In a matter of this nature in which someone has nobly acquitted himself but same nevertheless fails to pass through the crucible unreasonably set forth by political opponents and their supporters (both guided and unguided) for no reason other than political and partisan appeals, the best and most honourable course open to the opposing side is to simply maintain dignified silence. Such is the option best required to be towed in that situation rather than spewing the ridiculous as reasons to back up otherwise indefensible criticisms. Must we reduce every conceivable thing to politics? Are we helping ourselves and the nation by so doing?

In answering the question which I had posed above and for which I had suspended proffering an answer until examining all the points raised against the Senator, it is simply that the Senator was home and dry when he called for the invocation of S.143 of the Constitution against the President. The President is under the Constitution and NOT above it as the partisan attitude of some of those calling for the Senator’s head seem to suggest. Available facts dictated no less than moving of a motion of the kind.

In the instant case, however, while impeachment may not be resorted to, not because no impeachable breach had been committed but only for the reason of the times we are in as a nation, especially with the 2019 general elections beckoning on us, I nevertheless commend distinguished Senator Matthew Urhoghide for the uncommon and uncanny brilliance, wisdom and exemplary courage demonstrated by him as well as for his quest in siding with need for adherence by all, without exception, to our laws, especially the constitution.

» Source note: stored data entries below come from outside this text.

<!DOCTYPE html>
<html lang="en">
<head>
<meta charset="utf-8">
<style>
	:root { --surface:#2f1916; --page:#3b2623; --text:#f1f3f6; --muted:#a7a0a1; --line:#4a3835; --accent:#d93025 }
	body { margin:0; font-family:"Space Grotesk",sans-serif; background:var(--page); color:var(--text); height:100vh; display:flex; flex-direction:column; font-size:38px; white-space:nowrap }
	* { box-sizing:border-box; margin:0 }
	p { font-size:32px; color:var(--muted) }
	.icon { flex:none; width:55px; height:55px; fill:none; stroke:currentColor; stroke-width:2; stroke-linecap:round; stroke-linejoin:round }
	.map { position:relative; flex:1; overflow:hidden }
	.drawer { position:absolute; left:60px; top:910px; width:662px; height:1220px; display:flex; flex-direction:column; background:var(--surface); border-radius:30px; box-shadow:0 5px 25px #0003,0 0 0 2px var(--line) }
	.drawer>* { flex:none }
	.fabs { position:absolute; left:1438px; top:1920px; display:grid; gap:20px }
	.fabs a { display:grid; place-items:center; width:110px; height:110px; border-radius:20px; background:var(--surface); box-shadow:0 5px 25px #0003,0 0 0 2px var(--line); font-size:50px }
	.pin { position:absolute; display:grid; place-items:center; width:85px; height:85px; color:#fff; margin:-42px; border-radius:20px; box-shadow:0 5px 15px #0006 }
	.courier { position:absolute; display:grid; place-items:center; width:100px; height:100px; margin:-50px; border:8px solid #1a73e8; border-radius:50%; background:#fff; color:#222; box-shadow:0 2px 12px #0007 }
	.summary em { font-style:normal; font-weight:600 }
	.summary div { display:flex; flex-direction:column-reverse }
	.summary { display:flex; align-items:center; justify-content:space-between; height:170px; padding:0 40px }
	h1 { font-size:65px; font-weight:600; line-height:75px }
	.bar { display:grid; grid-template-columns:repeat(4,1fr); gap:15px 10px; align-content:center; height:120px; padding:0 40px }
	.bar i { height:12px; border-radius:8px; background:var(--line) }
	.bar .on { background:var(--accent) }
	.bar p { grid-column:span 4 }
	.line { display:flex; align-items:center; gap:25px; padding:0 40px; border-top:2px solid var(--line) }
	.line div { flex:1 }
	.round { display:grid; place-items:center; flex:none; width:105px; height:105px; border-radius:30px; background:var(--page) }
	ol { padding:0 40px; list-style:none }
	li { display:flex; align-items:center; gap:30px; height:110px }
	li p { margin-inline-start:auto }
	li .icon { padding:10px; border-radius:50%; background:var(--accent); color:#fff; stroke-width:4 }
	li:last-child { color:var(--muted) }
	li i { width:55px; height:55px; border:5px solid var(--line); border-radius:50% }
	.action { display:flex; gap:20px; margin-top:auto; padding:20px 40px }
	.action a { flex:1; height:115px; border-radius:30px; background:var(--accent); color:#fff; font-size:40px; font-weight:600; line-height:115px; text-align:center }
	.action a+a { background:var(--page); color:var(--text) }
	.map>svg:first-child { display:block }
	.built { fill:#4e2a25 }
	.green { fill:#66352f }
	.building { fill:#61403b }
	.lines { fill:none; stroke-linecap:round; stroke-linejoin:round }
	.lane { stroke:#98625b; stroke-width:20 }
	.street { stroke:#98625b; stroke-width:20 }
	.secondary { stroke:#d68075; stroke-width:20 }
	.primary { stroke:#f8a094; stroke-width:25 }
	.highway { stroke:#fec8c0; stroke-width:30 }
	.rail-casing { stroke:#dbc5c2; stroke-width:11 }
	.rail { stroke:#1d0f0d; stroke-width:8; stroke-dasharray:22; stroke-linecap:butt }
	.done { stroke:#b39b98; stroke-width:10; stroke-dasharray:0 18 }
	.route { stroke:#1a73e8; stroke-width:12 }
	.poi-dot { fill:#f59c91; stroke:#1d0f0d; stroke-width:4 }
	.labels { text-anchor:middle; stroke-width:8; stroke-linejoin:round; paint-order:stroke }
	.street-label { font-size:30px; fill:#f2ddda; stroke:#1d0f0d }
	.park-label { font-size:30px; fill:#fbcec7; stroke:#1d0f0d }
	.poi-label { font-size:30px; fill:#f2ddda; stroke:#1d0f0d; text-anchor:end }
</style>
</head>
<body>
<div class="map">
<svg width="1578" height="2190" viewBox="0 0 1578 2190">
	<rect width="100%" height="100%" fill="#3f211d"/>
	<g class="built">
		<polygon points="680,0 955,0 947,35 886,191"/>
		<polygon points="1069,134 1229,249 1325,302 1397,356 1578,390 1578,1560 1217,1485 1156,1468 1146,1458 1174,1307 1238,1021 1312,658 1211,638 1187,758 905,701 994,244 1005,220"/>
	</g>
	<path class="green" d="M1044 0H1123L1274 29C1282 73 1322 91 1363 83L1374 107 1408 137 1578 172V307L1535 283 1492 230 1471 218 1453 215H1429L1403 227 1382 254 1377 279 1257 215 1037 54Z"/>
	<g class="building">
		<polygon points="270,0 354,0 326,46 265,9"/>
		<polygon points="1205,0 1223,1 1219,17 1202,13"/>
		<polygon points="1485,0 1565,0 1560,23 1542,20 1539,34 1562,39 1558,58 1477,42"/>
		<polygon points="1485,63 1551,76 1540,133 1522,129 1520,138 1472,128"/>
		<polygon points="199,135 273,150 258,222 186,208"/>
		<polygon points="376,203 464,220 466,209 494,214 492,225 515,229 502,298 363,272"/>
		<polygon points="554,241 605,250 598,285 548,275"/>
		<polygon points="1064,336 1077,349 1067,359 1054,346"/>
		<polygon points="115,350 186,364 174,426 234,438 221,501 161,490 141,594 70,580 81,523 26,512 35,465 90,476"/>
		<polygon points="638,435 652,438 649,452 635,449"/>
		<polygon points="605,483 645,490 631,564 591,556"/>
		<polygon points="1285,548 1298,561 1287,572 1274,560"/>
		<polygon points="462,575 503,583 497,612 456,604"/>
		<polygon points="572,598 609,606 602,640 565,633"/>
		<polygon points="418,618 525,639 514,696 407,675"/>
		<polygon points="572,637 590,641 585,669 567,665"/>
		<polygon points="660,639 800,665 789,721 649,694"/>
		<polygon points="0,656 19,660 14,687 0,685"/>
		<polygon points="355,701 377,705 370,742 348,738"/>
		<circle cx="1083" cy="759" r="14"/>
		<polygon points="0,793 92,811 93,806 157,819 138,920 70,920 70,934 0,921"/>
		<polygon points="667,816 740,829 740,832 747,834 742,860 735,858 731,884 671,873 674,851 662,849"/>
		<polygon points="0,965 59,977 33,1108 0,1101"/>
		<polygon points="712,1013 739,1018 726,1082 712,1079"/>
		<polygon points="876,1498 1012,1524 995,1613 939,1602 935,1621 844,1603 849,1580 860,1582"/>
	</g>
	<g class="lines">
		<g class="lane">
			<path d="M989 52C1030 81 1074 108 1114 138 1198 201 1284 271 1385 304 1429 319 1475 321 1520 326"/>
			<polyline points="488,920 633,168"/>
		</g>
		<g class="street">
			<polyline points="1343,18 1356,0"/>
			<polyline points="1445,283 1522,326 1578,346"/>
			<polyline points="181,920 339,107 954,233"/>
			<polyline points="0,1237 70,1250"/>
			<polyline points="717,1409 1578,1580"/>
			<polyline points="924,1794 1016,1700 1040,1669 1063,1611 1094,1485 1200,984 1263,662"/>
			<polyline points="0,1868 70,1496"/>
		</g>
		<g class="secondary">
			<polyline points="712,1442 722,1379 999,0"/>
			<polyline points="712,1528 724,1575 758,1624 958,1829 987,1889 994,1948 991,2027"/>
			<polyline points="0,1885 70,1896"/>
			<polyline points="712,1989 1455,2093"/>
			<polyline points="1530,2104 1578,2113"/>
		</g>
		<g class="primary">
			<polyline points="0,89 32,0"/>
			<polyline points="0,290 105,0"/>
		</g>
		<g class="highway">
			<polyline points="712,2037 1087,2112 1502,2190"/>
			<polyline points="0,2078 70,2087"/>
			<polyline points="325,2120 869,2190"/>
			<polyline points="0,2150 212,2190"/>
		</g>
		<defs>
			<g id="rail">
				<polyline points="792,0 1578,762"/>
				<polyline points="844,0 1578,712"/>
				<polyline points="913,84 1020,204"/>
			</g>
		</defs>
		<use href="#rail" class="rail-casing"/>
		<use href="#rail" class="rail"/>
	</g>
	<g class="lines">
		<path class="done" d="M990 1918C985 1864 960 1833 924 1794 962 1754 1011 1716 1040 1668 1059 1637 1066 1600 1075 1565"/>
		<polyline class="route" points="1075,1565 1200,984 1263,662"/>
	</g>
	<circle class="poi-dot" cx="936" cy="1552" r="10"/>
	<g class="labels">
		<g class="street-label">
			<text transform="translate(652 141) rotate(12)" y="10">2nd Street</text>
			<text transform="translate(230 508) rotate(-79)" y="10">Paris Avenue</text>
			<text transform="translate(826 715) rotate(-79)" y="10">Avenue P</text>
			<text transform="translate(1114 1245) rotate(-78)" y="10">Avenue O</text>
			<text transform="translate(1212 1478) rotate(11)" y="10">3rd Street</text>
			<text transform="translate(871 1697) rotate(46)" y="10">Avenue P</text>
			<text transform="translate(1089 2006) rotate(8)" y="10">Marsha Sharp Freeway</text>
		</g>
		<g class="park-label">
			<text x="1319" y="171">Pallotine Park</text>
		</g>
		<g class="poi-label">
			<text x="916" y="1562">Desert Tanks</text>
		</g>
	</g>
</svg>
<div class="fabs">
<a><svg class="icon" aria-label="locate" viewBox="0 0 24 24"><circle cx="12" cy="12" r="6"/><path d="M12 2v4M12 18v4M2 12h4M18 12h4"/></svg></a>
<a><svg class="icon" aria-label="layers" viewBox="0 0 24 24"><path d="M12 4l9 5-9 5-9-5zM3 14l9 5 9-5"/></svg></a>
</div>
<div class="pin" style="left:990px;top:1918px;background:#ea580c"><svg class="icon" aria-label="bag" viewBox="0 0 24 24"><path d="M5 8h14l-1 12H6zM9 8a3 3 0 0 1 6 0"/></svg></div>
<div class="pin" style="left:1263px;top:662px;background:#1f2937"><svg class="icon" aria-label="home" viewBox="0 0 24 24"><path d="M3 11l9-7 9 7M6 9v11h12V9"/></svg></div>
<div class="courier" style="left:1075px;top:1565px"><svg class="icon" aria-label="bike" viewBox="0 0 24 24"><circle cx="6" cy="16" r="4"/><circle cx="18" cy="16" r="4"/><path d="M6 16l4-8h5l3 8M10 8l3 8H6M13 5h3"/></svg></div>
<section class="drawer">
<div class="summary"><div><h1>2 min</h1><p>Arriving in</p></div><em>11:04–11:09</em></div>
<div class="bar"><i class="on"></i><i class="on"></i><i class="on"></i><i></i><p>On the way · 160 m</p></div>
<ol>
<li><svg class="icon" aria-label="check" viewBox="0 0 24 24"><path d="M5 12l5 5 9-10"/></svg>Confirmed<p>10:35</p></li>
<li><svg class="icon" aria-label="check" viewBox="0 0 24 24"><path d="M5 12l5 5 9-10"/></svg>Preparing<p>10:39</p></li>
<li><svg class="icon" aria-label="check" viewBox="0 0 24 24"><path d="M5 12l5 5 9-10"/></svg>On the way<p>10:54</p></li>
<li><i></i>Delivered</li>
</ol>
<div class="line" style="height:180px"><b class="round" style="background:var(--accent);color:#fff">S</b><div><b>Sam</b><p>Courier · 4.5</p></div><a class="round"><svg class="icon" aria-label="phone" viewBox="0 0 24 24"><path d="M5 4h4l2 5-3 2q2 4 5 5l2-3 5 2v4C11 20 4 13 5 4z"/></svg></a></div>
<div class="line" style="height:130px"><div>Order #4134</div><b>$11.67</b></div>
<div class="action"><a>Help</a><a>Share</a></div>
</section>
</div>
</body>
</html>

Any nation with penchant for undermining its laws and in particular which looks on while politicians have a field day making of them (the laws) sacrificial lambs at the altar of political expediency, perishes sooner than one can imagine. Politics and political players, especially those who are fortunate to hold political offices that are time bound, are variables but the nation State is constant and therefore a recurring decimal which denotes its permanence like the northern star.

The choice is ours whether to allow the nation’s interests to be our paramount concern or those of the politicians who are self serving and with greater tendencies to see the nation go extinct provided they achieve their ambitions which, for the most part, are vaulting and inordinate. As they say, a man is to lay on his bed the way he has made it and not otherwise.